> **THE DATA**

:::

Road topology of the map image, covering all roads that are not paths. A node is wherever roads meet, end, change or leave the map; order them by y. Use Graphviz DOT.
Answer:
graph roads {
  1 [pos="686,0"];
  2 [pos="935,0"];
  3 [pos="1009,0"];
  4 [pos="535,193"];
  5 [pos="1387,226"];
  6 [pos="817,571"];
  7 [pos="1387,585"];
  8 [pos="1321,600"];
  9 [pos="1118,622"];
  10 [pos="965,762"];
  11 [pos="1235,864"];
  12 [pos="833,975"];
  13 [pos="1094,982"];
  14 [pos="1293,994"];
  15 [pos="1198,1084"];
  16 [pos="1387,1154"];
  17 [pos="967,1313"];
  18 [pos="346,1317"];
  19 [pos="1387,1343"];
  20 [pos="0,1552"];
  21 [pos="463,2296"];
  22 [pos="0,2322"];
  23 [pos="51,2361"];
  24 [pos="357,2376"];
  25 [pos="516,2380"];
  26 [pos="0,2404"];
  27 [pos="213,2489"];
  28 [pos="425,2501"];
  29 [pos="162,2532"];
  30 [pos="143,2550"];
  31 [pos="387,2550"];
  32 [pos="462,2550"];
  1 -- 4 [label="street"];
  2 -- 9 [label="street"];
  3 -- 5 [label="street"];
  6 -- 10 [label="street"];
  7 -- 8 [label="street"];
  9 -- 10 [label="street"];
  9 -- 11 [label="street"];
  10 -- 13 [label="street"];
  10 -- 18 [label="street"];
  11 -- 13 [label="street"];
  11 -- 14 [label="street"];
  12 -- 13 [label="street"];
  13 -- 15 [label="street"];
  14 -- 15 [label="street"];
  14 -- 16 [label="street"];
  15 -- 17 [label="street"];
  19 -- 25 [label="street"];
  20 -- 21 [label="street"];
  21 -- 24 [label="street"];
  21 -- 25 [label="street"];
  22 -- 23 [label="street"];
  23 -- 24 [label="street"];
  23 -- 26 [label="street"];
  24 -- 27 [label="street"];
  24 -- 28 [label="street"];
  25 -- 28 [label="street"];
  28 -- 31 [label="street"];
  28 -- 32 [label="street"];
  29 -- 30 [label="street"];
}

:::

> **EXERCISE DIRECTIONS**
When you reach the end of the data, retype all of it exactly.

> **RESPONSE TO THE TASK**
Road topology of the map image, covering all roads that are not paths. A node is wherever roads meet, end, change or leave the map; order them by y. Use Graphviz DOT.
Answer:
graph roads {
  1 [pos="686,0"];
  2 [pos="935,0"];
  3 [pos="1009,0"];
  4 [pos="535,193"];
  5 [pos="1387,226"];
  6 [pos="817,571"];
  7 [pos="1387,585"];
  8 [pos="1321,600"];
  9 [pos="1118,622"];
  10 [pos="965,762"];
  11 [pos="1235,864"];
  12 [pos="833,975"];
  13 [pos="1094,982"];
  14 [pos="1293,994"];
  15 [pos="1198,1084"];
  16 [pos="1387,1154"];
  17 [pos="967,1313"];
  18 [pos="346,1317"];
  19 [pos="1387,1343"];
  20 [pos="0,1552"];
  21 [pos="463,2296"];
  22 [pos="0,2322"];
  23 [pos="51,2361"];
  24 [pos="357,2376"];
  25 [pos="516,2380"];
  26 [pos="0,2404"];
  27 [pos="213,2489"];
  28 [pos="425,2501"];
  29 [pos="162,2532"];
  30 [pos="143,2550"];
  31 [pos="387,2550"];
  32 [pos="462,2550"];
  1 -- 4 [label="street"];
  2 -- 9 [label="street"];
  3 -- 5 [label="street"];
  6 -- 10 [label="street"];
  7 -- 8 [label="street"];
  9 -- 10 [label="street"];
  9 -- 11 [label="street"];
  10 -- 13 [label="street"];
  10 -- 18 [label="street"];
  11 -- 13 [label="street"];
  11 -- 14 [label="street"];
  12 -- 13 [label="street"];
  13 -- 15 [label="street"];
  14 -- 15 [label="street"];
  14 -- 16 [label="street"];
  15 -- 17 [label="street"];
  19 -- 25 [label="street"];
  20 -- 21 [label="street"];
  21 -- 24 [label="street"];
  21 -- 25 [label="street"];
  22 -- 23 [label="street"];
  23 -- 24 [label="street"];
  23 -- 26 [label="street"];
  24 -- 27 [label="street"];
  24 -- 28 [label="street"];
  25 -- 28 [label="street"];
  28 -- 31 [label="street"];
  28 -- 32 [label="street"];
  29 -- 30 [label="street"];
}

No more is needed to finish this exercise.